Saved data entries:
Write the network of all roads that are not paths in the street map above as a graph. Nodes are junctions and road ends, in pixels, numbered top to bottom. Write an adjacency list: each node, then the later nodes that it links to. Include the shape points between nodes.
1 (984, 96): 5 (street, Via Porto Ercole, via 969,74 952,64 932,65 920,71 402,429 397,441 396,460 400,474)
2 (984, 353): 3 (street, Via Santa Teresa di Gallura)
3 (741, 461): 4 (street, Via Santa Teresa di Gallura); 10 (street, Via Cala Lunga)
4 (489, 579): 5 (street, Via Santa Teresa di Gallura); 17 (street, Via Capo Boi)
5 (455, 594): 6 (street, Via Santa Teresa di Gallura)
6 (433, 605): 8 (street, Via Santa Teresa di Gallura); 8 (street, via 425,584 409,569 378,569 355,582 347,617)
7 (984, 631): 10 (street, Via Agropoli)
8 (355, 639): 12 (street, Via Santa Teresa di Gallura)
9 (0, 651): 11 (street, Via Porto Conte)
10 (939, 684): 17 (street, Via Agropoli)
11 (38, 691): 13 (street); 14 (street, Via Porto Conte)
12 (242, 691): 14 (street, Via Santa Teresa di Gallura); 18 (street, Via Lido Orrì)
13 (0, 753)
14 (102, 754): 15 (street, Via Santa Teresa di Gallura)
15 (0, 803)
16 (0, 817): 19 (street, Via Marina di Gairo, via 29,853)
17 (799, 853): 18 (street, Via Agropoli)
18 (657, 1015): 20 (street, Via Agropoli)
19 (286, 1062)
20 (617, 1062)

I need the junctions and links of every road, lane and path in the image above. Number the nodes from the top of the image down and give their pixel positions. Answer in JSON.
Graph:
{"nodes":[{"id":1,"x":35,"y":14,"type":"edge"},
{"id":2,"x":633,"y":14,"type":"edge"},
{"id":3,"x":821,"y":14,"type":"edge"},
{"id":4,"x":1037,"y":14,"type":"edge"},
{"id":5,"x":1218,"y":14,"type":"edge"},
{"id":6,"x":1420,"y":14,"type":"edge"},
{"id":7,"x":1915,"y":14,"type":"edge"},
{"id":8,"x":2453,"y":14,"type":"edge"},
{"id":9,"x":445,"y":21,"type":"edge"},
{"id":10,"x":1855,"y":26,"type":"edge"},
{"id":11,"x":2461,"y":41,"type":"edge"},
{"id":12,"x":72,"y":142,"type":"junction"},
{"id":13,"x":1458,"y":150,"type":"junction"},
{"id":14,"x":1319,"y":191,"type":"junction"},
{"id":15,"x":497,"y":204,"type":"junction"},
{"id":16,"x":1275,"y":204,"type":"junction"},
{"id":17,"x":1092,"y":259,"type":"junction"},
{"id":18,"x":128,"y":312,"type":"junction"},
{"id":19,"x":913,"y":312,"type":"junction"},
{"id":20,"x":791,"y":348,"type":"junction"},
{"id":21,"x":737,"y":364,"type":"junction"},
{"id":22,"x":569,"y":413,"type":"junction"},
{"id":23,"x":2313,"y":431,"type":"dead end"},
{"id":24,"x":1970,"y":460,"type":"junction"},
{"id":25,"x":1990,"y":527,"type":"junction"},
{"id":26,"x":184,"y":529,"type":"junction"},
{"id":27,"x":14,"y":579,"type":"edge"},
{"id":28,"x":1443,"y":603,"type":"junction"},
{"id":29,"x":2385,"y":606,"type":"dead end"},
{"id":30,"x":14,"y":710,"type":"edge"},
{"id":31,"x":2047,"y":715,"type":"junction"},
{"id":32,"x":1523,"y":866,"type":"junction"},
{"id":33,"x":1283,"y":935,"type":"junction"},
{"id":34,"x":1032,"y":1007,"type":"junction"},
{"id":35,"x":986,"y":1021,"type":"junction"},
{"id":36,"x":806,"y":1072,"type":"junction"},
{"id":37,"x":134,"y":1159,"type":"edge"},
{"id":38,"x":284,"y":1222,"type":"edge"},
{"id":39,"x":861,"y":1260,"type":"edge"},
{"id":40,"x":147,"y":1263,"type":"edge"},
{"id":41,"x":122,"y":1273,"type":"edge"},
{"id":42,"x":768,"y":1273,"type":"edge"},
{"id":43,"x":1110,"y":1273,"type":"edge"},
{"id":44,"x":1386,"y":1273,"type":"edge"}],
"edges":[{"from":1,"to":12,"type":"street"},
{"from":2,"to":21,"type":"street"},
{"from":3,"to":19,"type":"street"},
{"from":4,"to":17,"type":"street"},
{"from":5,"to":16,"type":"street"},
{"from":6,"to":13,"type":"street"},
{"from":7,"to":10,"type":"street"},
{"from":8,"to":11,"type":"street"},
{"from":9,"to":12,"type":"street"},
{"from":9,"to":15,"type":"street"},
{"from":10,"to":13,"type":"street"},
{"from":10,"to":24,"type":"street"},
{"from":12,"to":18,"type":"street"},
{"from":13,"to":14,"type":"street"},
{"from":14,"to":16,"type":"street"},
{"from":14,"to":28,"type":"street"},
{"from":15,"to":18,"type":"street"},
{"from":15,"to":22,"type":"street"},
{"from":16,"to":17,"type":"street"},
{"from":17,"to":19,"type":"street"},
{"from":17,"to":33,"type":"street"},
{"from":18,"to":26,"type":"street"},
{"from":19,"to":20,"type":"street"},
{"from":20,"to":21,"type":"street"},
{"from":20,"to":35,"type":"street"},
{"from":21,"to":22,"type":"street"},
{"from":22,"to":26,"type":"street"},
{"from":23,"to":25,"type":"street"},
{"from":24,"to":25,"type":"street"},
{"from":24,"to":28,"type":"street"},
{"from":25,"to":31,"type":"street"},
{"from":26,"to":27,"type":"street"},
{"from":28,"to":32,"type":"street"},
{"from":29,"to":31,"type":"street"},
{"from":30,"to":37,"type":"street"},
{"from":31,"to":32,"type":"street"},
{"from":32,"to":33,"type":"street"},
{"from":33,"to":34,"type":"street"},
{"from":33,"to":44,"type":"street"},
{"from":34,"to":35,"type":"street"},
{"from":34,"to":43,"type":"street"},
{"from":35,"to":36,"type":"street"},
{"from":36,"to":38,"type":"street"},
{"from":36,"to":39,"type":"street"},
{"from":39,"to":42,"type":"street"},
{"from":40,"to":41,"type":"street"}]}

- _WHAT YOU SHOULD DO_
Reproduce the entries above exactly, starting at their first line and finishing with the line that contains "I need the junctions".

- _WRITTEN SOLUTION_
Write the network of all roads that are not paths in the street map above as a graph. Nodes are junctions and road ends, in pixels, numbered top to bottom. Write an adjacency list: each node, then the later nodes that it links to. Include the shape points between nodes.
1 (984, 96): 5 (street, Via Porto Ercole, via 969,74 952,64 932,65 920,71 402,429 397,441 396,460 400,474)
2 (984, 353): 3 (street, Via Santa Teresa di Gallura)
3 (741, 461): 4 (street, Via Santa Teresa di Gallura); 10 (street, Via Cala Lunga)
4 (489, 579): 5 (street, Via Santa Teresa di Gallura); 17 (street, Via Capo Boi)
5 (455, 594): 6 (street, Via Santa Teresa di Gallura)
6 (433, 605): 8 (street, Via Santa Teresa di Gallura); 8 (street, via 425,584 409,569 378,569 355,582 347,617)
7 (984, 631): 10 (street, Via Agropoli)
8 (355, 639): 12 (street, Via Santa Teresa di Gallura)
9 (0, 651): 11 (street, Via Porto Conte)
10 (939, 684): 17 (street, Via Agropoli)
11 (38, 691): 13 (street); 14 (street, Via Porto Conte)
12 (242, 691): 14 (street, Via Santa Teresa di Gallura); 18 (street, Via Lido Orrì)
13 (0, 753)
14 (102, 754): 15 (street, Via Santa Teresa di Gallura)
15 (0, 803)
16 (0, 817): 19 (street, Via Marina di Gairo, via 29,853)
17 (799, 853): 18 (street, Via Agropoli)
18 (657, 1015): 20 (street, Via Agropoli)
19 (286, 1062)
20 (617, 1062)

I need the junctions and links of every road, lane and path in the image above. Number the nodes from the top of the image down and give their pixel positions. Answer in JSON.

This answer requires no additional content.